◆ **ACTIVITY**: Retype the data that follows exactly. No pictures belong in the copy.
┏━━
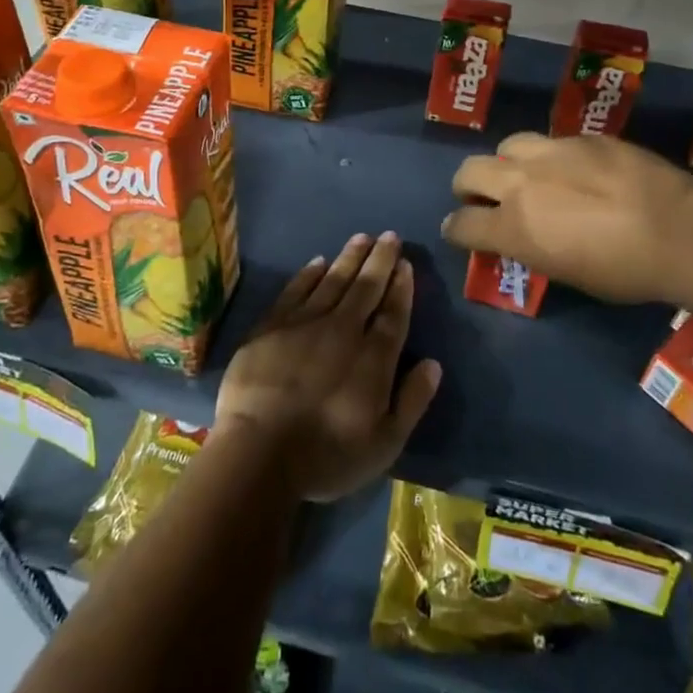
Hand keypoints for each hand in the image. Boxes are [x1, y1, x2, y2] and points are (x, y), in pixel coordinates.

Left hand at [216, 231, 441, 502]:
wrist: (259, 453)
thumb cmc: (326, 455)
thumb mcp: (384, 443)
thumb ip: (411, 401)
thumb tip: (433, 364)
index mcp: (373, 357)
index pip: (393, 313)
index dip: (401, 287)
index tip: (406, 264)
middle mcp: (343, 330)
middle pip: (366, 287)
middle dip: (380, 260)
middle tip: (389, 236)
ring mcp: (305, 324)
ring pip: (333, 280)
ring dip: (350, 257)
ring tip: (362, 237)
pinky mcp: (272, 325)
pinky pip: (296, 289)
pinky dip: (309, 274)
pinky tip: (318, 262)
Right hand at [443, 133, 692, 306]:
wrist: (679, 229)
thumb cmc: (625, 271)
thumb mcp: (568, 273)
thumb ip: (534, 248)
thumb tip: (524, 236)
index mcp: (513, 226)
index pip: (462, 224)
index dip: (456, 229)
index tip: (460, 231)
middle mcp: (522, 182)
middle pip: (469, 172)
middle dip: (467, 187)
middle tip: (481, 198)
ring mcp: (552, 152)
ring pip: (508, 145)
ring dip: (508, 163)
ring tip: (528, 175)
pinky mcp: (584, 137)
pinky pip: (554, 141)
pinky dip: (553, 157)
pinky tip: (577, 170)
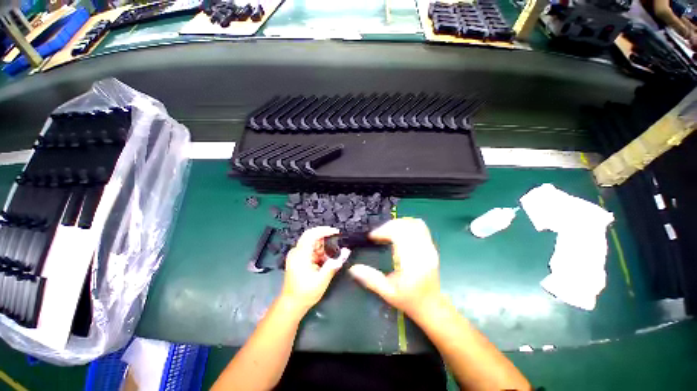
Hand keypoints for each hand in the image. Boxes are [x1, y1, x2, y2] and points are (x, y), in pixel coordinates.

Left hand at [280, 226, 349, 313]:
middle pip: (311, 236)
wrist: (291, 304)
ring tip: (331, 257)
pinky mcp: (298, 258)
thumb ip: (334, 264)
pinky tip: (325, 261)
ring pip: (312, 242)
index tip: (336, 232)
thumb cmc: (306, 293)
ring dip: (323, 247)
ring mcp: (296, 254)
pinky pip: (310, 249)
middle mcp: (296, 252)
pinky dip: (319, 252)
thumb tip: (346, 252)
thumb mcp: (322, 280)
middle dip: (325, 237)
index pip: (312, 234)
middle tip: (337, 241)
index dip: (324, 230)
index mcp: (300, 255)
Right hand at [348, 218, 442, 318]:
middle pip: (406, 227)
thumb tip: (353, 268)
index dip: (384, 231)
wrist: (431, 306)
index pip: (399, 236)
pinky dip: (407, 224)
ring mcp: (429, 248)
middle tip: (377, 233)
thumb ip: (371, 280)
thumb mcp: (387, 293)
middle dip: (388, 226)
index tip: (372, 236)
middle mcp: (423, 252)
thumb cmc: (409, 301)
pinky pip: (421, 227)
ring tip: (386, 230)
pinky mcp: (431, 246)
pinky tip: (399, 231)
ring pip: (414, 224)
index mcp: (412, 264)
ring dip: (398, 223)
┗━━
◆ **ANSWER TO THE PROBLEM**:
Hand keypoints for each hand in the image. Boxes are [x1, y1, x2, y2] and points are (x, y), in pixel coordinates.

Left hand at [216, 231, 441, 502]:
wrist: (259, 453)
thumb cmc: (326, 455)
thumb mcp: (384, 443)
thumb ip: (411, 401)
thumb tip: (433, 364)
index mcp: (373, 357)
index pip: (393, 313)
index dip: (401, 287)
index tip: (406, 264)
middle mcp: (343, 330)
middle pip: (366, 287)
middle dip: (380, 260)
middle tip: (389, 236)
ring mcp: (305, 324)
ring pip: (333, 280)
ring dip: (350, 257)
ring tip: (362, 237)
pinky mcp: (272, 325)
pinky pip: (296, 289)
pinky dip: (309, 274)
pinky tip: (318, 262)
Right hand at [443, 133, 692, 306]:
wrist: (679, 229)
thumb cmc: (625, 271)
thumb mcp: (568, 273)
thumb ip: (534, 248)
thumb tip: (524, 236)
index mcp: (513, 226)
index pip: (462, 224)
index dip: (456, 229)
index tip: (460, 231)
middle mcp: (522, 182)
middle pip: (469, 172)
middle dip: (467, 187)
middle tip: (481, 198)
ring mcp: (552, 152)
ring pip: (508, 145)
ring dip: (508, 163)
ring tip: (528, 175)
pinky mcp: (584, 137)
pinky pip: (554, 141)
pinky dip: (553, 157)
pinky tip: (577, 170)
Hand keypoints for each hand in the image. Boxes are [x1, y1, x2, y2] and points are (x, y), in pixel coordinates.

Left hand at [280, 226, 349, 313]:
middle pip: (311, 236)
wrist: (291, 304)
ring tip: (331, 257)
pinky mcp: (298, 258)
thumb ip: (334, 264)
pinky tip: (325, 261)
ring pip: (312, 242)
index tip: (336, 232)
thumb cmc: (306, 293)
ring dip: (323, 247)
ring mcp: (296, 254)
pinky pip: (310, 249)
middle mcp: (296, 252)
pinky dip: (319, 252)
thumb tip: (346, 252)
thumb mcp: (322, 280)
middle dip: (325, 237)
index pip: (312, 234)
middle tip: (337, 241)
index dip: (324, 230)
index mcp: (300, 255)
Right hand at [348, 218, 442, 318]:
middle pip: (406, 227)
thumb tip: (353, 268)
index dip: (384, 231)
wrist: (431, 306)
index pip: (399, 236)
pinky dip: (407, 224)
ring mcp: (429, 248)
middle tip: (377, 233)
thumb ip: (371, 280)
thumb mcp: (387, 293)
middle dip: (388, 226)
index tip: (372, 236)
middle mcp: (423, 252)
thumb cmc: (409, 301)
pinky pip: (421, 227)
ring tip: (386, 230)
pinky mcp: (431, 246)
pinky tip: (399, 231)
ring pip: (414, 224)
index mcp: (412, 264)
ring dip: (398, 223)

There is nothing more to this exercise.